Me and ow. I felt that diss! And I love it. I can see Alex Trebek smiling down from above when he heard that!
Michael J. Fox has a documentary about his life on Apple TV+ called Still. We learned a lot about the beloved actor, but how much do we know about him?
That is what Jeopardy wanted to know. So they had him ask the contestants five questions about his career. How well do they know him? Alex P. Keaton was able to stump all of them once.
I have mentioned this before, but I am going to do it again. I went to the same Junior High School as Neil deGrasse Tyson. We might even have had the same science teachers. But only one of us barely passed that subject.
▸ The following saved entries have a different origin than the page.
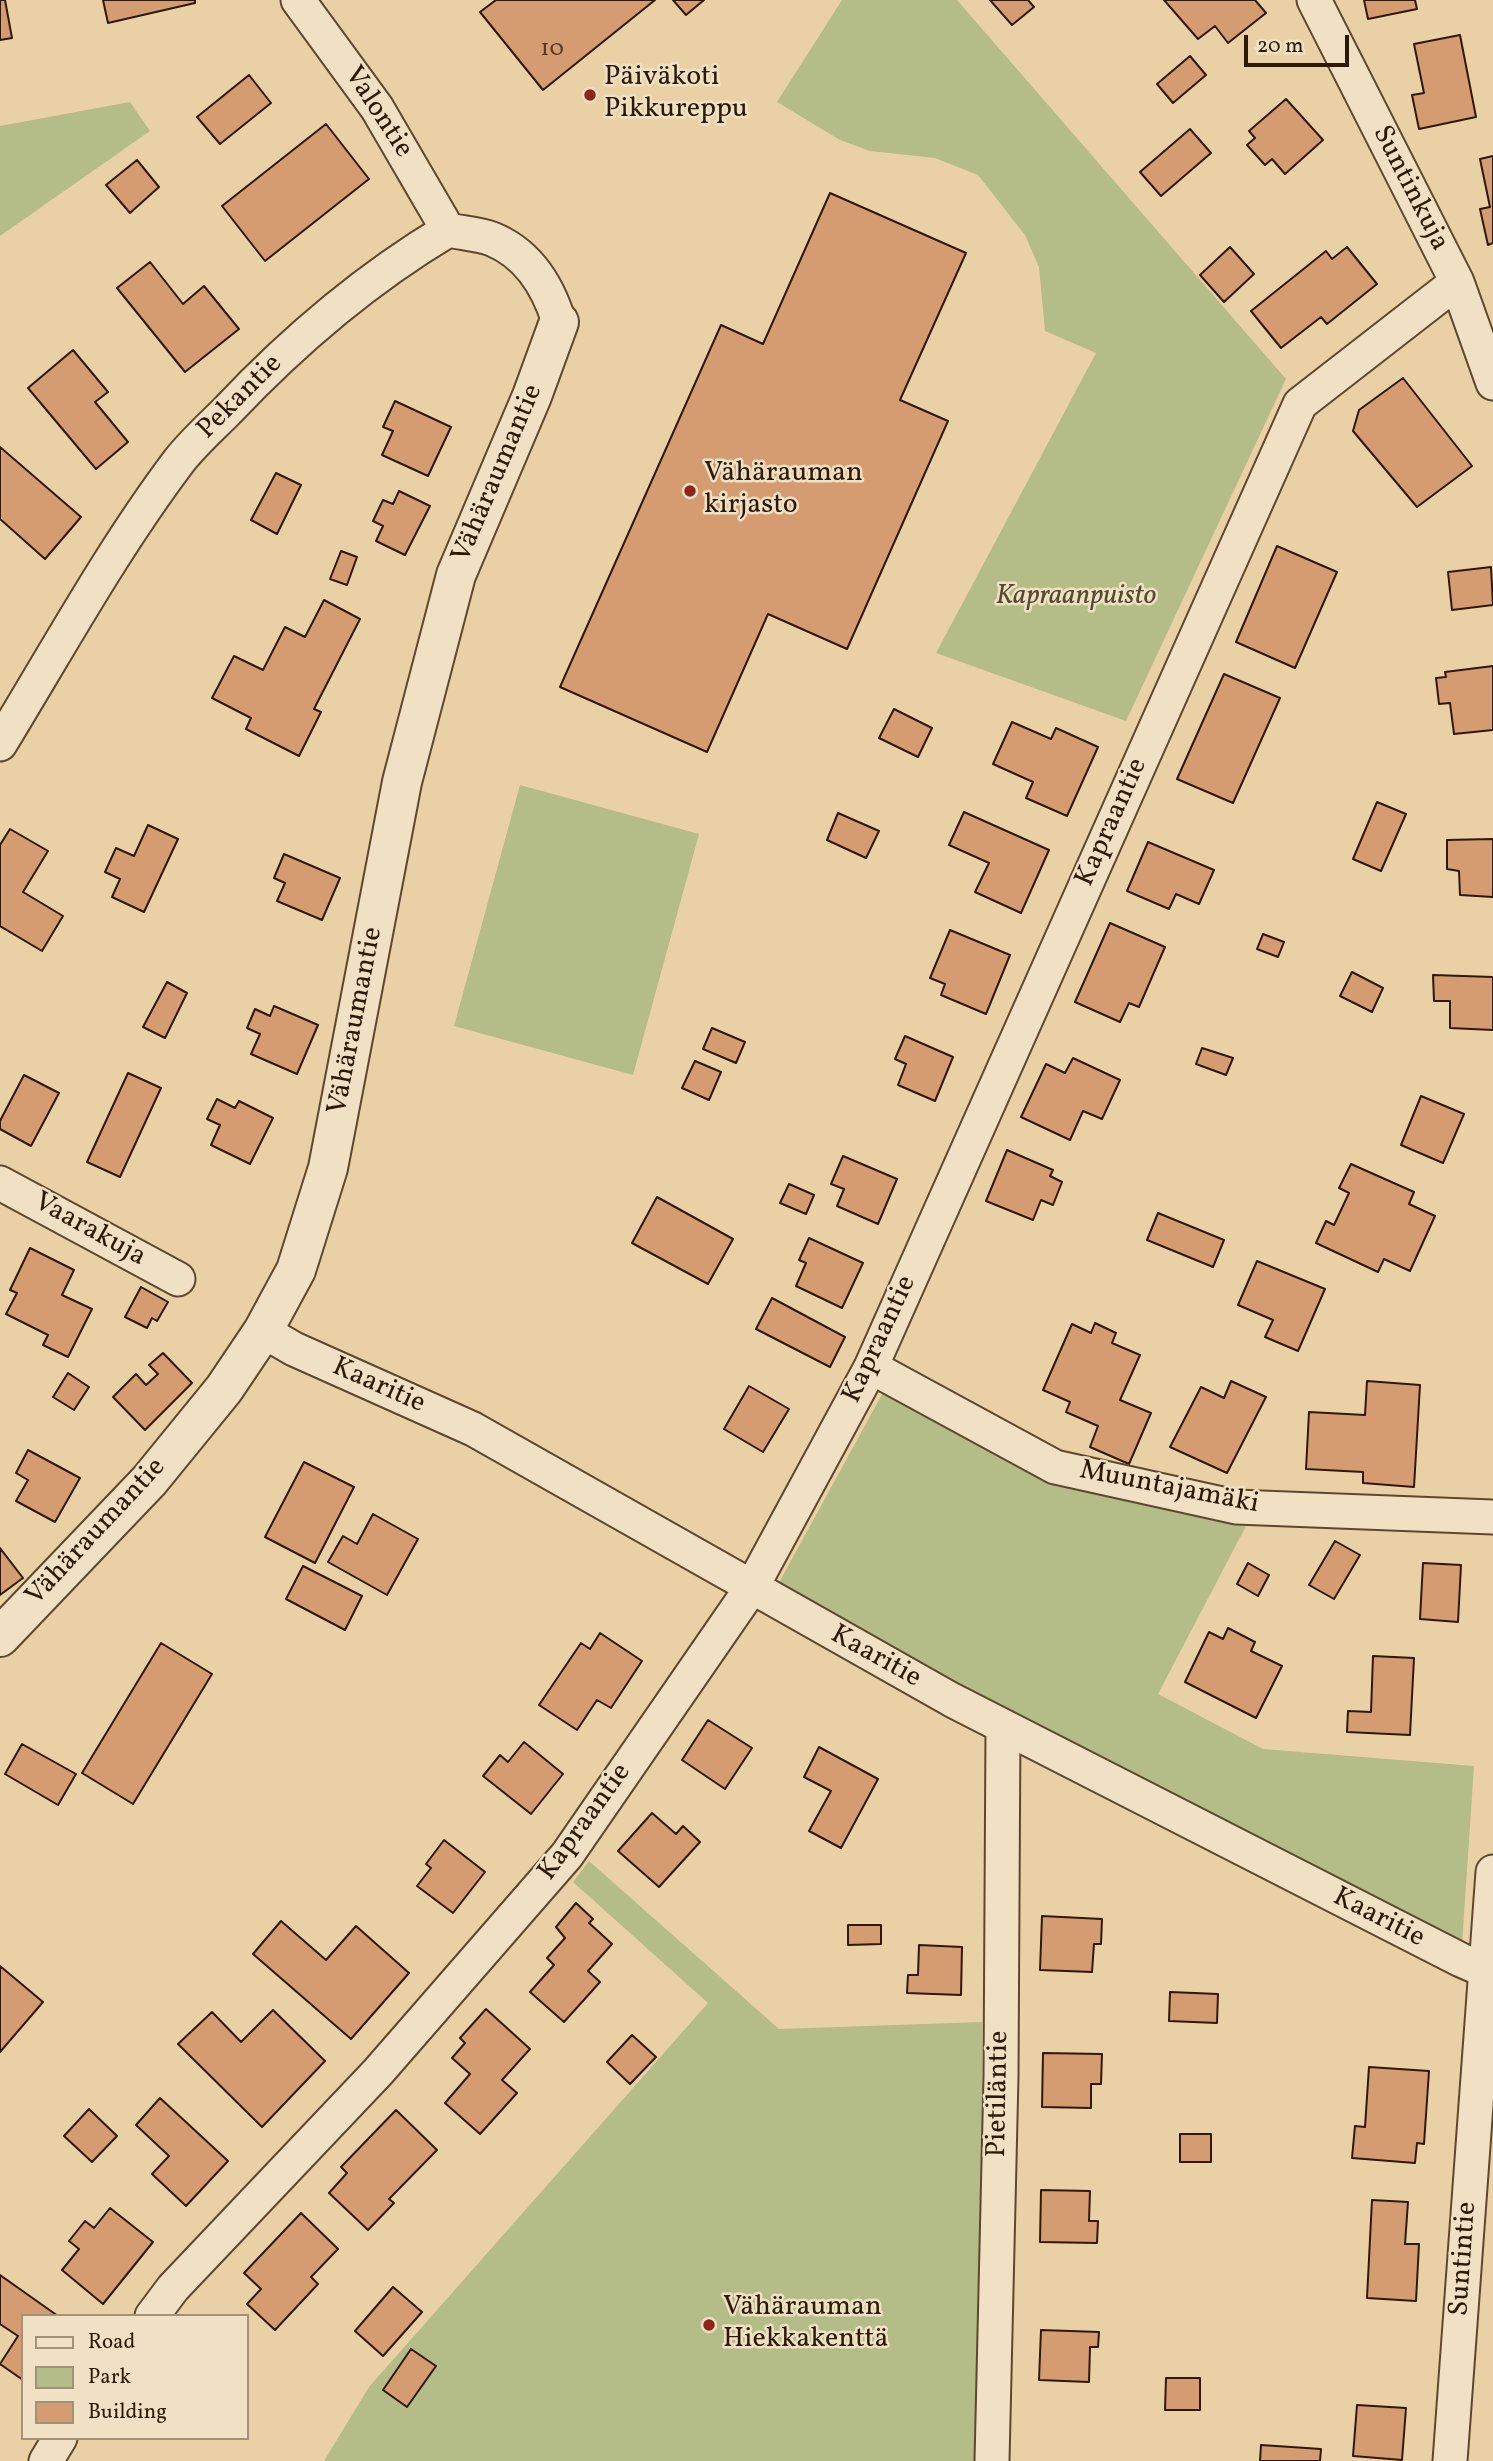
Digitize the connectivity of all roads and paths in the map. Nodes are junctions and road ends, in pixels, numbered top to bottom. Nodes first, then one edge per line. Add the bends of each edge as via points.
1 (298, 0) edge
2 (1314, 0) edge
3 (448, 230) junction
4 (1457, 282) junction
5 (559, 322) joint
6 (1493, 383) edge
7 (0, 744) edge
8 (0, 1183) edge
9 (178, 1279) dead end
10 (263, 1331) junction
11 (871, 1367) junction
12 (1493, 1517) edge
13 (752, 1587) junction
14 (0, 1637) edge
15 (1003, 1727) junction
16 (1493, 1872) edge
17 (1489, 1973) edge
18 (154, 2314) edge
19 (59, 2440) edge
20 (46, 2461) edge
21 (992, 2461) edge
22 (1450, 2461) edge

1 - 3 street, Valontie via 377,108
2 - 4 street, Suntinkuja
3 - 5 street via 492,239 531,266 549,291
3 - 7 street, Pekantie via 340,304 253,383 180,460 109,564
4 - 6 street, Suntinkuja
4 - 11 street, Kapraantie via 1300,404
5 - 10 street, Vähäraumantie via 456,575 402,782 328,1168 296,1270
8 - 9 street, Vaarakuja
10 - 13 street, Kaaritie via 473,1430
10 - 14 street, Vähäraumantie via 224,1389 149,1480
11 - 12 street, Muuntajamäki via 1055,1467 1236,1507
11 - 13 street, Kapraantie
13 - 15 street, Kaaritie
13 - 18 street, Kapraantie via 567,1855 378,2072
15 - 17 street, Kaaritie
15 - 21 street, Pietiläntie
16 - 17 street
17 - 22 street, Suntintie
19 - 20 street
And that was me.
So while we both went into the study of stars, his knowledge is much more important and interesting. That is why Jeopardy asked him to give the answers on the show with a category that is dedicated to the things he knows better than most people on Earth, The Universe.
It was not an easy category for the Jeopardy Masters and an impossible one for me. So while he went to PS 81 and had to travel to Manhattan to go to the Hayden Planetarium. My elementary school, PS 24, on the other end of Riverdale, had its own! Therefore, na-na-na! And yet he is the one that went into science and makes millions, and I only graduated because no teacher wanted to have me again!
Oh, and can we talk about the way he says Uranus? He says your-en-es, it is your-anus. Am I right?
If someone said to you, “I’d like to buy a vowel,” then you knew they were talking about Wheel of Fortune. Right?
Jeopardy wanted to see if the contestants knew five other Classic Game Show Phrases, so they asked them. And they knew them all. I even knew them all. That is how easy the category was.
The one time I didn’t lose on Jeopardy, baby, was when they asked about other game shows. Isn’t that ironic?